=== Entries supplied ===

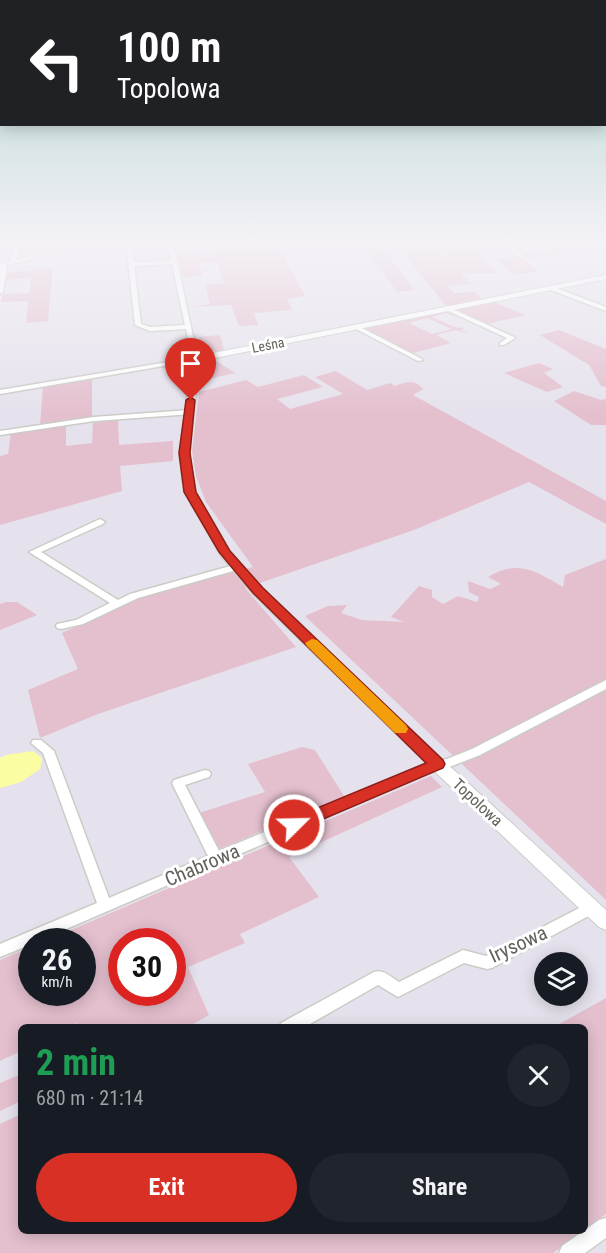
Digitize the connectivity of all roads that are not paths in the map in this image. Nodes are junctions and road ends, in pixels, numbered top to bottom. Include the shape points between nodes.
1 (136, 300) edge
2 (183, 300) edge
3 (489, 300) edge
4 (584, 300) edge
5 (446, 308) junction
6 (606, 309) edge
7 (189, 327) junction
8 (356, 327) junction
9 (502, 344) dead end
10 (196, 359) junction
11 (420, 360) dead end
12 (0, 392) edge
13 (189, 412) junction
14 (0, 433) edge
15 (100, 522) dead end
16 (237, 567) junction
17 (118, 604) junction
18 (61, 626) dead end
19 (606, 684) edge
20 (37, 743) dead end
21 (437, 764) junction
22 (205, 774) dead end
23 (216, 859) junction
24 (105, 906) junction
25 (591, 908) junction
26 (606, 922) edge
27 (0, 951) edge
28 (294, 1024) edge
29 (606, 1227) edge
30 (569, 1253) edge

1 - 7 street via 138,325 150,329
2 - 7 street, Topolowa
3 - 5 street, Leśna
4 - 6 street
5 - 8 street, Leśna
5 - 9 street via 512,338
7 - 10 street, Topolowa
8 - 10 street, Leśna
8 - 11 street
10 - 12 street, Leśna
10 - 13 street, Topolowa
13 - 14 street via 94,419
13 - 16 street, Topolowa via 184,453 190,492
15 - 17 street via 34,552
16 - 17 street
16 - 21 street, Topolowa
17 - 18 street
19 - 21 street, Chabrowa via 476,752 448,764
20 - 24 street via 48,751
21 - 23 street, Chabrowa
21 - 25 street, Topolowa
22 - 23 street via 178,783
23 - 24 street, Chabrowa
24 - 27 street, Chabrowa
25 - 26 street, Topolowa
25 - 28 street, Irysowa via 487,963 463,956 398,990 379,977
29 - 30 street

===

Exercise brief:
Across all the records above, find each line with "dead" in it and copy it.

Result of this task:
9 (502, 344) dead end
11 (420, 360) dead end
15 (100, 522) dead end
18 (61, 626) dead end
20 (37, 743) dead end
22 (205, 774) dead end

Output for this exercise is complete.